Artist Spotlight: Takashi Murakami

Kevin Oliver, The Carroll News

Murakami’s Tan Tan Bo is featured with its bright colors and abstract design. (Takashi Murakami)

Tan Tan Bo: an abstract bear-like creature accented with acrylic strokes of blue, black, red, pink, yellow and white with a large grinning black smile. Circular fluid-like shapes encompass it along with droplets of these colors and ones in between that fall down its face, contrasted by  color submerging on each side. A bright pink solar system-esque eye juxtaposed by a plain white eye. These elements come together to give this work nearly a chaotic feel. This character is simply a glimpse into the ethereal mind of contemporary artist Takashi Murakami.

Murakami was born in Habashi City, Tokyo to a taxi driver father and a homemaker mother. His mother’s studies of needle print and textiles sparked a young Murakami’s interest in the art world. Living in a Japan still in its revival phase after the events of WWII, he felt a western influence on himself alongside his Japanese roots that manifested itself in his activities. These activities ranged from attending Buddhist rituals and taking Japanese calligraphy courses to visiting museum exhibitions of famous artists like Pierre-Auguste Renoir the painter and Francisco Goya the printmaker. Even at such an early time in his life Murakami knew what he wanted to pursue.

Murakami completed basic schooling and later studied nihonga, a Japanese painting style with elements of Western art, at the famous Tokyo National University of Fine Arts and Music. Here he honed his skills in both painting and animation. He started this education in 1980, completed his master’s degree in 1988 and completed his doctoral in 1993. His schooling put him on course to being able to make the abstract artwork he’s capable of today.

Murakami developed his signature Murakami Flower in 1995 that is prevalent in many of his works, along with similar elements of it. On the surface, it seems like a bright smiling plant full of colors, but upon deeper inspection you can identify the droplets in its eyes are actually tears. This is no coincidence; the tears were inspired by his journey to New York years prior where he described himself feeling an intense form of homesickness. A feeling of contradictory emotions is something Murakami was especially familiar with after growing up in a Japan recovering from war. The flower design is Murakami’s interpretation of a Snow Moon Flower, which is a tenet of nihonga. This flower is synonymous with Murakami himself, an intriguing blur of high and low arts.
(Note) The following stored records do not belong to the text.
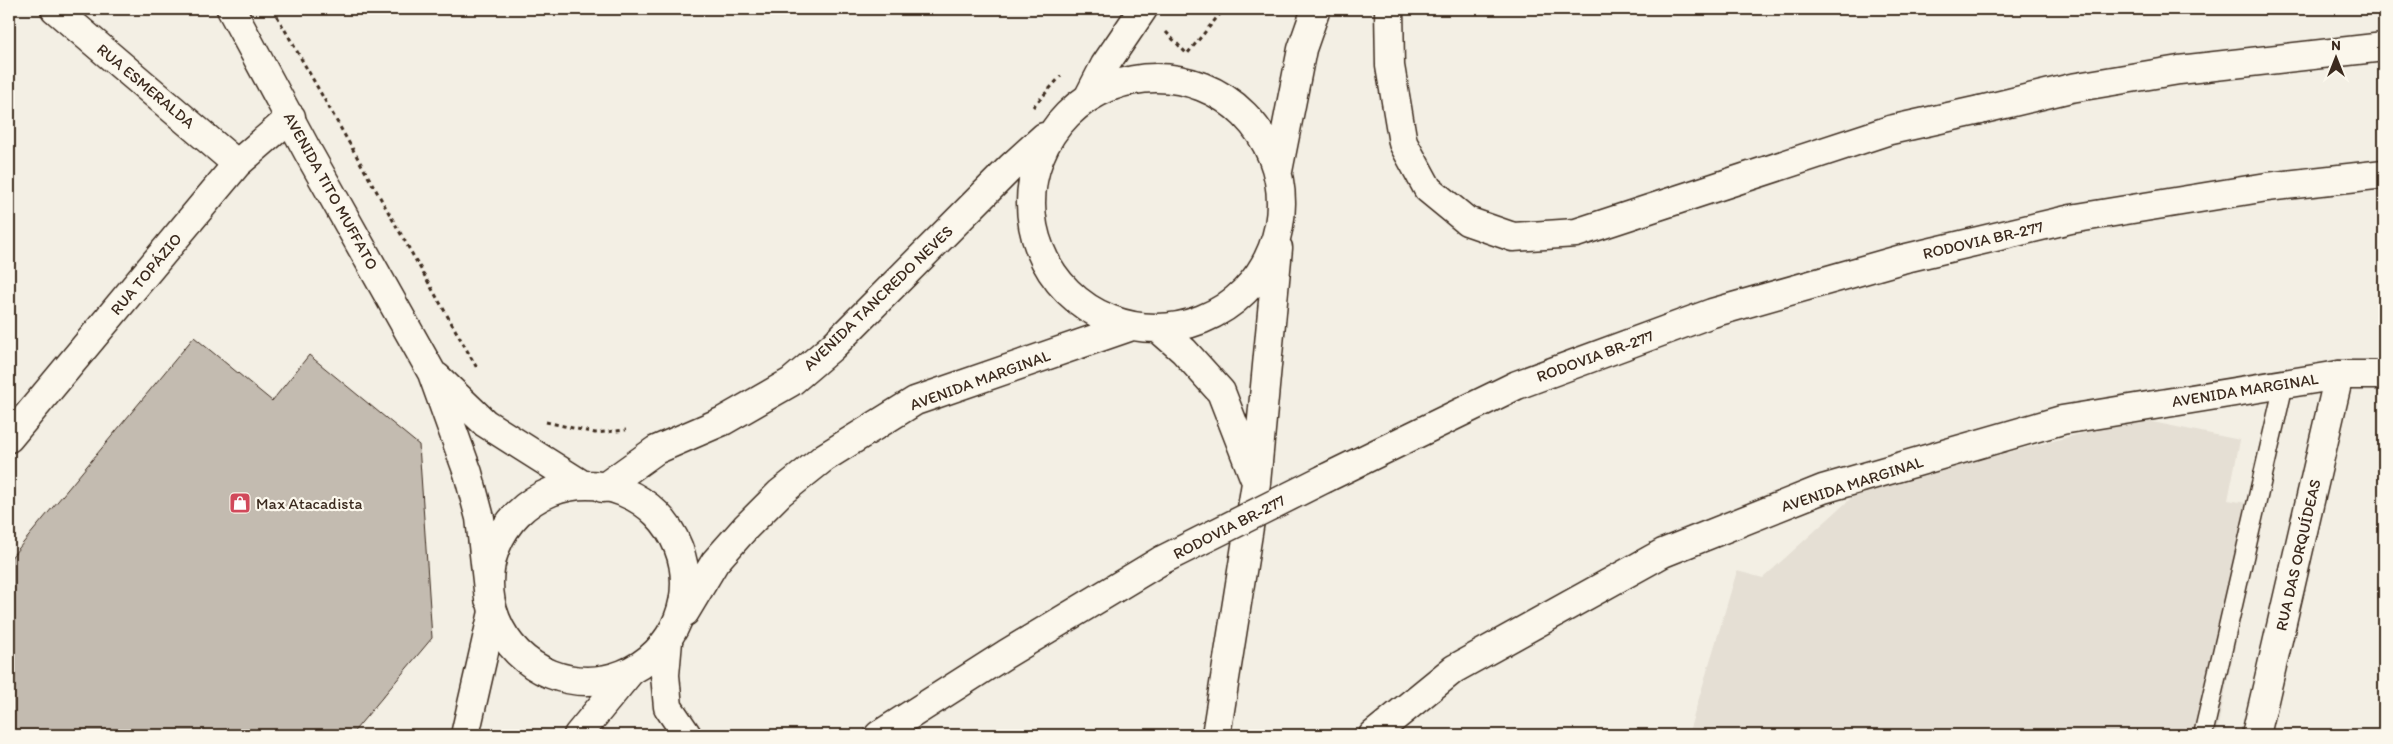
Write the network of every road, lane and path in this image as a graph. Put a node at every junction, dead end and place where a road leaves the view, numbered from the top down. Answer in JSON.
{"nodes":[{"id":1,"x":55,"y":9,"type":"edge"},
{"id":2,"x":231,"y":9,"type":"edge"},
{"id":3,"x":273,"y":9,"type":"edge"},
{"id":4,"x":1142,"y":9,"type":"edge"},
{"id":5,"x":1224,"y":9,"type":"edge"},
{"id":6,"x":1316,"y":9,"type":"edge"},
{"id":7,"x":1389,"y":9,"type":"edge"},
{"id":8,"x":2384,"y":47,"type":"edge"},
{"id":9,"x":1187,"y":54,"type":"dead end"},
{"id":10,"x":1064,"y":73,"type":"dead end"},
{"id":11,"x":1089,"y":96,"type":"junction"},
{"id":12,"x":1030,"y":109,"type":"dead end"},
{"id":13,"x":291,"y":117,"type":"junction"},
{"id":14,"x":1056,"y":126,"type":"junction"},
{"id":15,"x":237,"y":164,"type":"junction"},
{"id":16,"x":1278,"y":172,"type":"junction"},
{"id":17,"x":2384,"y":174,"type":"edge"},
{"id":18,"x":1281,"y":219,"type":"junction"},
{"id":19,"x":1146,"y":328,"type":"junction"},
{"id":20,"x":480,"y":372,"type":"dead end"},
{"id":21,"x":432,"y":373,"type":"junction"},
{"id":22,"x":2339,"y":375,"type":"junction"},
{"id":23,"x":2384,"y":375,"type":"edge"},
{"id":24,"x":2284,"y":384,"type":"junction"},
{"id":25,"x":541,"y":421,"type":"dead end"},
{"id":26,"x":633,"y":430,"type":"dead end"},
{"id":27,"x":9,"y":438,"type":"edge"},
{"id":28,"x":1256,"y":483,"type":"junction"},
{"id":29,"x":593,"y":486,"type":"junction"},
{"id":30,"x":491,"y":606,"type":"junction"},
{"id":31,"x":672,"y":633,"type":"junction"},
{"id":32,"x":630,"y":672,"type":"junction"},
{"id":33,"x":466,"y":735,"type":"edge"},
{"id":34,"x":578,"y":735,"type":"edge"},
{"id":35,"x":687,"y":735,"type":"edge"},
{"id":36,"x":879,"y":735,"type":"edge"},
{"id":37,"x":1216,"y":735,"type":"edge"},
{"id":38,"x":1372,"y":735,"type":"edge"},
{"id":39,"x":2203,"y":735,"type":"edge"},
{"id":40,"x":2256,"y":735,"type":"edge"}],
"edges":[{"from":1,"to":15,"type":"main road","name":"RUA ESMERALDA"},
{"from":2,"to":13,"type":"main road","name":"AVENIDA TITO MUFFATO"},
{"from":3,"to":20,"type":"path"},
{"from":4,"to":11,"type":"main road"},
{"from":5,"to":9,"type":"path"},
{"from":6,"to":16,"type":"main road"},
{"from":7,"to":8,"type":"main road"},
{"from":10,"to":12,"type":"path"},
{"from":11,"to":14,"type":"main road"},
{"from":11,"to":16,"type":"main road"},
{"from":13,"to":15,"type":"main road","name":"RUA TOPÁZIO"},
{"from":13,"to":21,"type":"main road","name":"AVENIDA TITO MUFFATO"},
{"from":14,"to":19,"type":"main road"},
{"from":14,"to":29,"type":"main road","name":"AVENIDA TANCREDO NEVES"},
{"from":15,"to":27,"type":"main road","name":"RUA TOPÁZIO"},
{"from":16,"to":18,"type":"main road"},
{"from":17,"to":36,"type":"main road","name":"RODOVIA BR-277","bridge":true},
{"from":18,"to":19,"type":"main road","name":"AVENIDA MARGINAL"},
{"from":18,"to":28,"type":"main road"},
{"from":19,"to":28,"type":"main road"},
{"from":19,"to":31,"type":"main road","name":"AVENIDA MARGINAL"},
{"from":21,"to":29,"type":"main road","name":"AVENIDA TITO MUFFATO"},
{"from":21,"to":30,"type":"main road","name":"AVENIDA TITO MUFFATO"},
{"from":22,"to":23,"type":"main road","name":"AVENIDA MARGINAL"},
{"from":22,"to":24,"type":"main road","name":"AVENIDA MARGINAL"},
{"from":22,"to":40,"type":"main road","name":"RUA DAS ORQUÍDEAS"},
{"from":24,"to":38,"type":"main road","name":"AVENIDA MARGINAL"},
{"from":24,"to":39,"type":"lane"},
{"from":25,"to":26,"type":"path"},
{"from":28,"to":37,"type":"main road"},
{"from":29,"to":30,"type":"main road"},
{"from":29,"to":31,"type":"main road"},
{"from":30,"to":32,"type":"main road"},
{"from":30,"to":33,"type":"main road"},
{"from":31,"to":32,"type":"main road"},
{"from":31,"to":35,"type":"main road"},
{"from":32,"to":34,"type":"main road"}]}
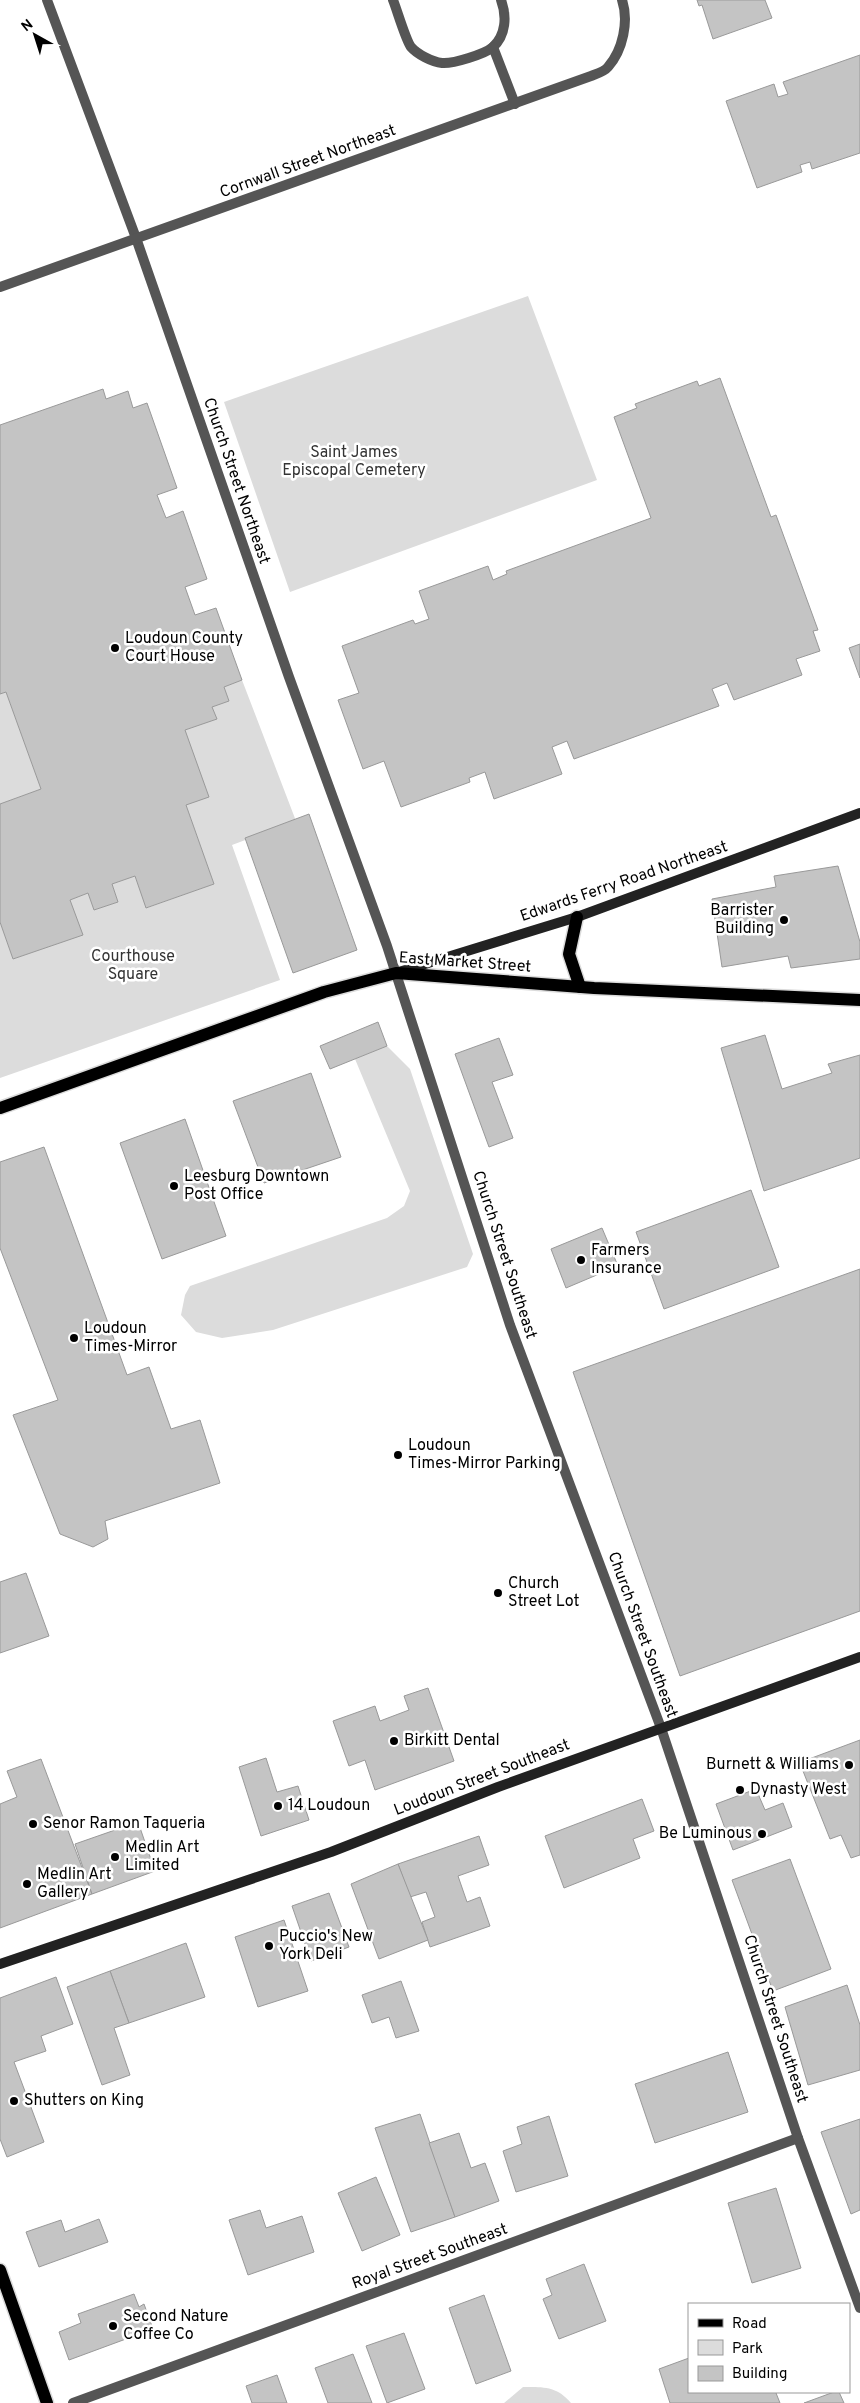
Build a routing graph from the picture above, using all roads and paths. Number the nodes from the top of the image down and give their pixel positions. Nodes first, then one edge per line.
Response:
1 (48, 0) edge
2 (393, 0) edge
3 (501, 0) edge
4 (622, 0) edge
5 (493, 47) junction
6 (515, 104) junction
7 (136, 238) junction
8 (0, 287) edge
9 (860, 813) edge
10 (577, 917) junction
11 (396, 973) junction
12 (580, 987) junction
13 (860, 1000) edge
14 (0, 1108) edge
15 (860, 1657) edge
16 (661, 1728) junction
17 (0, 1964) edge
18 (798, 2138) junction
19 (0, 2270) edge
20 (860, 2308) edge
21 (47, 2403) edge
22 (73, 2403) edge

1 - 7 street, Church Street Northeast
2 - 5 street
3 - 5 street
4 - 6 street, Cornwall Street Northeast
5 - 6 street
6 - 7 street, Cornwall Street Northeast
7 - 8 street, Cornwall Street Northeast
7 - 11 street, Church Street Northeast
9 - 10 main road, Edwards Ferry Road Northeast
10 - 11 main road, Edwards Ferry Road Northeast
10 - 12 main road
11 - 12 main road, East Market Street
11 - 14 main road, East Market Street
11 - 16 street, Church Street Southeast
12 - 13 main road, East Market Street
15 - 16 main road, Loudoun Street Southeast
16 - 17 main road, Loudoun Street Southeast
16 - 18 street, Church Street Southeast
18 - 20 street, Church Street Southeast
18 - 22 street, Royal Street Southeast
19 - 21 main road

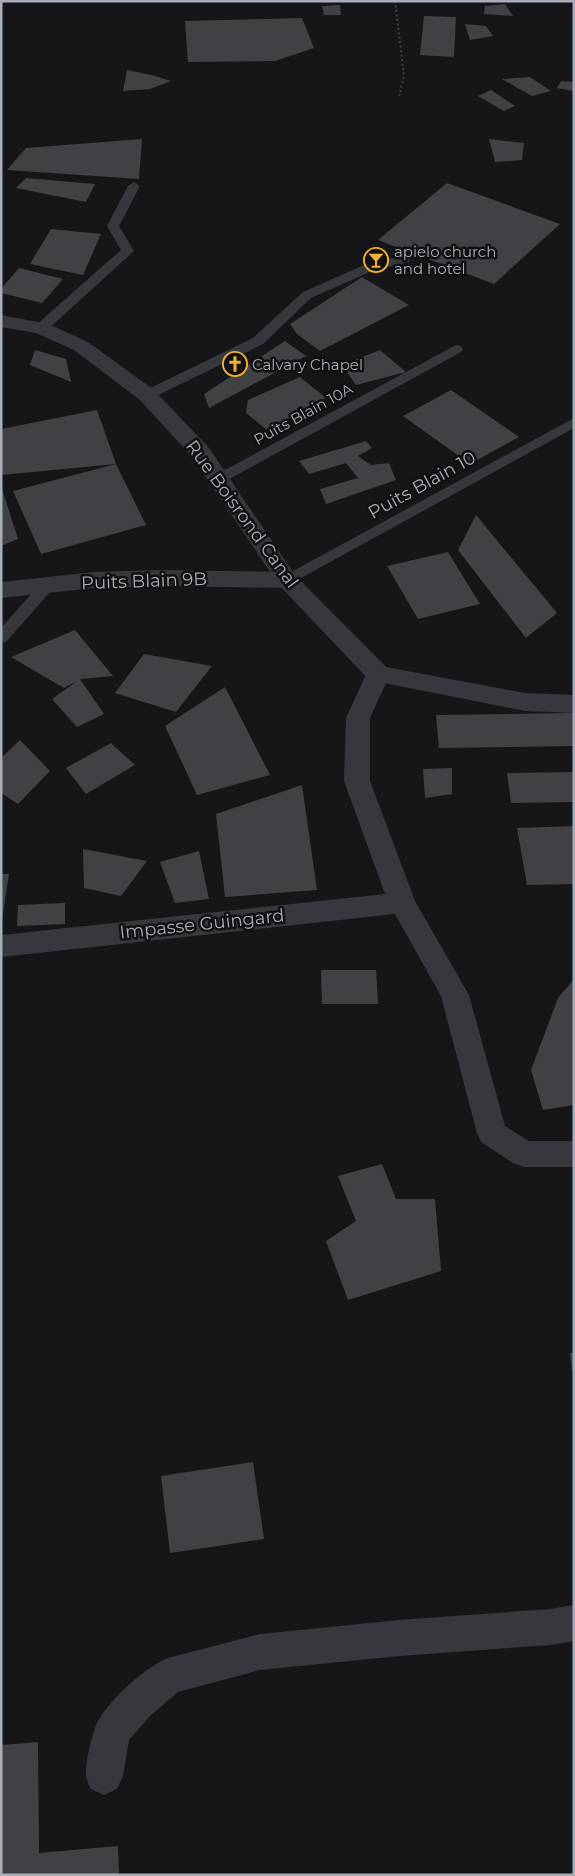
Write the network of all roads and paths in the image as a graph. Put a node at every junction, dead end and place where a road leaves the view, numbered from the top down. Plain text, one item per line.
1 (395, 1) edge
2 (398, 96) dead end
3 (134, 186) dead end
4 (405, 259) dead end
5 (1, 321) edge
6 (41, 328) junction
7 (456, 349) dead end
8 (148, 395) junction
9 (574, 422) edge
10 (219, 479) junction
11 (287, 580) junction
12 (46, 586) junction
13 (1, 590) edge
14 (1, 638) edge
15 (378, 674) junction
16 (574, 704) edge
17 (402, 902) junction
18 (1, 946) edge
19 (574, 1154) edge
20 (574, 1623) edge
21 (104, 1776) dead end

1 - 2 path
3 - 6 lane
4 - 8 lane
5 - 6 street, Rue Boisrond Canal
6 - 8 street, Rue Boisrond Canal
7 - 10 lane, Puits Blain 10A
8 - 10 street, Rue Boisrond Canal
9 - 11 lane, Puits Blain 10
10 - 11 street, Rue Boisrond Canal
11 - 12 street, Puits Blain 9B
11 - 15 street, Rue Boisrond Canal
12 - 13 street, Puits Blain 9B
12 - 14 lane
15 - 16 street
15 - 17 street
17 - 18 street, Impasse Guingard
17 - 19 street
20 - 21 street

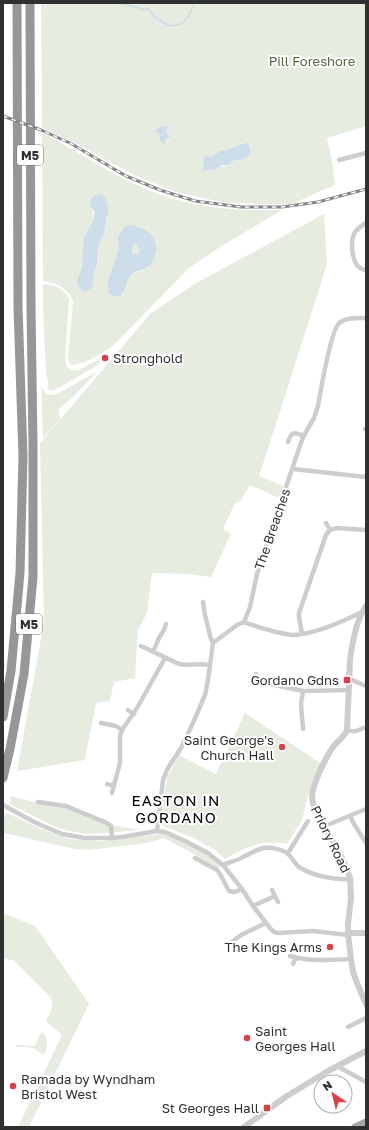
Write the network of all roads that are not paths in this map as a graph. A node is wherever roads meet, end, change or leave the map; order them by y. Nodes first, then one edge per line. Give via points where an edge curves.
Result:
1 (17, 3) edge
2 (30, 3) edge
3 (366, 153) edge
4 (350, 157) junction
5 (339, 160) dead end
6 (352, 164) dead end
7 (366, 223) edge
8 (366, 270) edge
9 (366, 318) edge
10 (304, 436) junction
11 (288, 442) dead end
12 (293, 469) junction
13 (366, 477) edge
14 (326, 523) dead end
15 (330, 530) junction
16 (366, 530) edge
17 (203, 602) dead end
18 (366, 606) edge
19 (362, 612) junction
20 (244, 622) junction
21 (166, 624) dead end
22 (302, 634) junction
23 (213, 643) junction
24 (141, 646) dead end
25 (153, 652) junction
26 (165, 658) junction
27 (210, 665) junction
28 (256, 674) dead end
29 (350, 679) junction
30 (366, 686) edge
31 (349, 690) junction
32 (303, 691) junction
33 (128, 710) dead end
34 (134, 714) junction
35 (3, 717) edge
36 (101, 723) dead end
37 (108, 724) junction
38 (301, 726) dead end
39 (366, 727) edge
40 (122, 730) junction
41 (347, 730) junction
42 (108, 731) dead end
43 (3, 778) edge
44 (107, 784) dead end
45 (114, 786) junction
46 (112, 793) dead end
47 (38, 802) dead end
48 (3, 805) edge
49 (366, 810) edge
50 (350, 816) junction
51 (308, 821) dead end
52 (325, 826) junction
53 (157, 831) junction
54 (112, 838) junction
55 (366, 842) edge
56 (288, 853) junction
57 (197, 860) dead end
58 (223, 865) junction
59 (350, 879) junction
60 (242, 889) junction
61 (272, 890) dead end
62 (275, 896) junction
63 (278, 902) dead end
64 (253, 906) junction
65 (266, 923) junction
66 (366, 933) edge
67 (348, 934) junction
68 (232, 942) dead end
69 (290, 956) dead end
70 (296, 957) junction
71 (351, 960) junction
72 (293, 964) dead end
73 (366, 1004) edge
74 (366, 1018) edge
75 (349, 1025) dead end
76 (366, 1051) edge
77 (337, 1066) junction
78 (366, 1082) edge
79 (366, 1122) edge
80 (244, 1127) edge
81 (355, 1127) edge

1 - 35 highway, M5 via 18,307 22,479 20,573 11,671
2 - 43 highway, M5 via 33,577 24,674
3 - 4 street
4 - 5 street
4 - 6 street
7 - 8 street via 354,233 352,244 355,261 360,268
9 - 10 street, The Breaches via 345,320 336,327 330,344 318,406
10 - 11 street via 293,433
10 - 12 street, The Breaches
12 - 13 street
12 - 20 street, The Breaches via 257,574
14 - 15 street
15 - 16 street
15 - 22 street via 299,613
17 - 23 street via 204,615
18 - 19 street
19 - 22 street via 340,623
19 - 29 street via 351,650
20 - 22 street via 290,635
20 - 23 street
21 - 25 street
23 - 27 street
24 - 25 street
25 - 26 street
26 - 27 street via 185,665
26 - 34 street
27 - 53 street via 205,695 163,780
28 - 32 street via 254,683
29 - 30 street
29 - 31 street
31 - 32 street
31 - 41 street
32 - 38 street
33 - 34 street
34 - 40 street
36 - 37 street
37 - 40 street
37 - 42 street
39 - 41 street via 352,732
40 - 45 street via 120,763
41 - 52 street, Priory Road via 331,750 314,786 312,802
44 - 45 street
45 - 46 street
47 - 54 street via 66,806 107,823 111,826
48 - 54 street via 62,834 85,838
49 - 50 street
50 - 52 street
50 - 55 street
51 - 56 street
52 - 59 street, Priory Road
53 - 54 street
53 - 58 street via 165,832 208,853
56 - 58 street via 264,848
56 - 59 street via 294,862 305,870 330,878
57 - 60 street via 216,870 229,891
58 - 60 street
59 - 67 street, Priory Road
60 - 64 street
61 - 62 street
62 - 63 street
62 - 64 street
64 - 65 street
65 - 67 street via 278,933 313,931
65 - 68 street
66 - 67 street
67 - 71 street, Priory Road
69 - 70 street
70 - 71 street
70 - 72 street
71 - 73 street, Priory Road via 356,983
74 - 75 street
76 - 77 street
77 - 78 street
77 - 80 street via 287,1096
79 - 81 main road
Murakami’s signature self-titled flower paintings are a staple in his body of work. (Takashi Murakami)

More recently, Murakami has been doing collaborations with musical artists and pivoted into the fashion scene while still maintaining his presence in the art world. One of the most prominent artists he has worked with is Kanye West. This collaboration came in the form of West’s “The College Dropout” and directing his animated “Good Morning” music video. Additionally, he created the “Kids See Ghosts cover, a collaborative album by West and Scott Mescudi. Furthermore, Murakami joined forces with Billie Eilish to produce an animated music video for her song “you should see me in a crown,” using his signature striking vibrant visuals and flowers. In the fashion scene he’s worked with brands like Vans for shoes and skateboards all the way to his over a decade-long collaboration with Louis Vuitton that spawned numerous clothing lines and shoes inspired by his work. Murakami has been keeping up with his traditional art expression as well, hosting multiple exhibits throughout the years, one of the more recent being “In Tune with the World” in 2018 in Paris that was a more philosophical look into the way humans interact with the world, highlighting the connections between the two through art. It featured Tan Tan Bo.